If the British elections are beginning to sound like the dinner-theatre production of Jonah Goldberg’s book, you’re right – if by dinner you had in mind tripe, pork scratchings and mushy peas washed down with 14 pints of brown ale and a knife fight. Economically, the BNP is the Labour Party before the Blairite metrosexual makeover, and its voting base comes all but entirely from the old white working-class abandoned by “New Labour” in its pursuit of more fashionable identity groups. Of course, economic protectionism is not its principal appeal. But yoke economic protectionism to cultural protectionism, and you’ve got an electorally viable combination. These are bad times, but they’re not just bad economically. According to a YouGov poll, the average BNP voter is a manual worker with an annual household income of 27,000 pounds – or about 2,000 pounds less than the national median. Two thousand quid isn’t to be sniffed at, but it doesn’t explain why these voters were willing to take a flyer on an openly racist party universally reviled by the media and political class and banished from public discourse.
England has (or had) a three-party system: Labour, Liberals, Tories. But on any number of issues – the European Union, immigration, crime, the remorseless one-way multiculturalism under which what were homogenous white working-class communities 40 years ago Islamize ever more rapidly with each passing day – on all these issues, the big three parties plus the BBC and the rest of the elites are in complete agreement: We don’t want to talk about it. Since the election, the grand panjandrums of the Palace of Westminster have been competing to out-Lady Bracknell each other in professing how “horrified” they are by the BNP’s success. Such protestations are invariably accompanied by ostentatious recital of their own multiculti bona fides, nicely parodied by Ed West in The Daily Telegraph: “I was just saying how awful the BNP were to my Polish cleaner yesterday. She agreed, as did my Chinese nanny, Wen or Yen, or whatever her name is. My Brazilian catamite wasn't that bothered.”
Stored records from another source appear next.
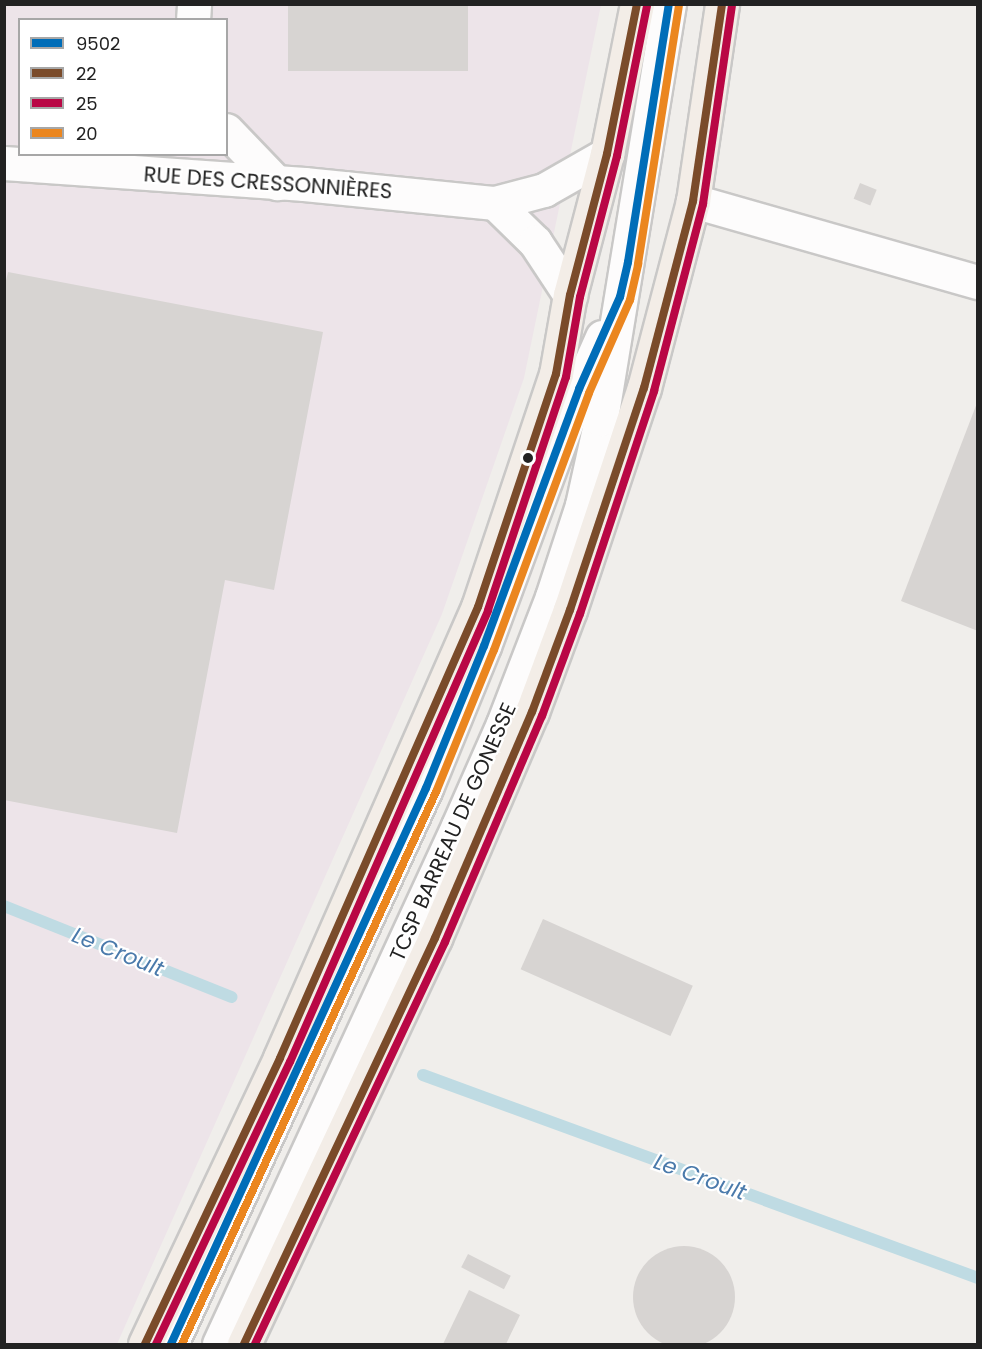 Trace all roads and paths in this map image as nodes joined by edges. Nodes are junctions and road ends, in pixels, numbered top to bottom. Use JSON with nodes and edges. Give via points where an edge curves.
{"nodes":[{"id":1,"x":637,"y":4,"type":"edge"},
{"id":2,"x":669,"y":4,"type":"edge"},
{"id":3,"x":722,"y":4,"type":"edge"},
{"id":4,"x":228,"y":132,"type":"edge"},
{"id":5,"x":607,"y":154,"type":"junction"},
{"id":6,"x":47,"y":156,"type":"edge"},
{"id":7,"x":4,"y":163,"type":"edge"},
{"id":8,"x":277,"y":183,"type":"junction"},
{"id":9,"x":693,"y":201,"type":"junction"},
{"id":10,"x":495,"y":202,"type":"junction"},
{"id":11,"x":978,"y":282,"type":"edge"},
{"id":12,"x":570,"y":295,"type":"junction"},
{"id":13,"x":620,"y":297,"type":"junction"},
{"id":14,"x":145,"y":1344,"type":"edge"},
{"id":15,"x":171,"y":1344,"type":"edge"},
{"id":16,"x":219,"y":1344,"type":"edge"},
{"id":17,"x":244,"y":1344,"type":"edge"}],
"edges":[{"from":1,"to":5,"type":"main road"},
{"from":2,"to":13,"type":"street","name":"TCSP BARREAU DE GONESSE"},
{"from":3,"to":9,"type":"main road"},
{"from":4,"to":8,"type":"street"},
{"from":5,"to":10,"type":"street","name":"RUE DES CRESSONNIÈRES","via":[[544,190]]},
{"from":5,"to":12,"type":"main road"},
{"from":6,"to":7,"type":"street"},
{"from":7,"to":8,"type":"street","name":"RUE DES CRESSONNIÈRES"},
{"from":8,"to":10,"type":"street","name":"RUE DES CRESSONNIÈRES"},
{"from":9,"to":11,"type":"street"},
{"from":9,"to":17,"type":"main road","via":[[644,388],[532,712],[430,949]]},
{"from":10,"to":12,"type":"street","via":[[535,242]]},
{"from":12,"to":14,"type":"main road","via":[[556,374],[478,607],[280,1058]]},
{"from":13,"to":15,"type":"street","name":"TCSP BARREAU DE GONESSE","via":[[579,389],[484,646],[426,788]]},
{"from":13,"to":16,"type":"street","name":"TCSP BARREAU DE GONESSE","via":[[601,419],[582,505],[548,608],[458,826]]}]}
If 15 per cent of the US electorate had voted for the American Fatherland Front or some such, you’d never hear the end of it from Le Monde and The Guardian and all the rest. But the Euro-elites have adjusted to the knuckledraggers’ lese-majeste, and are already congratulating themselves on holding the “far right”’s vote down to the low double-digits. It won’t be that low next time, but they’ll adjust to that, too. You can’t blame ‘em: It’s easier to do that than re-thinking your entire worldview, never mind trying to figure out anything you could actually do about these issues. I doubt the new kids on the block will be able to do anything, either. But, for a while, there will be votes in impotent rage, and the economic-&-cultural protectionism twofer will eat deep into the mainstream left’s base. They in turn will not change – for, in Britain and elsewhere, they have determined to celebrate diversity even unto societal death.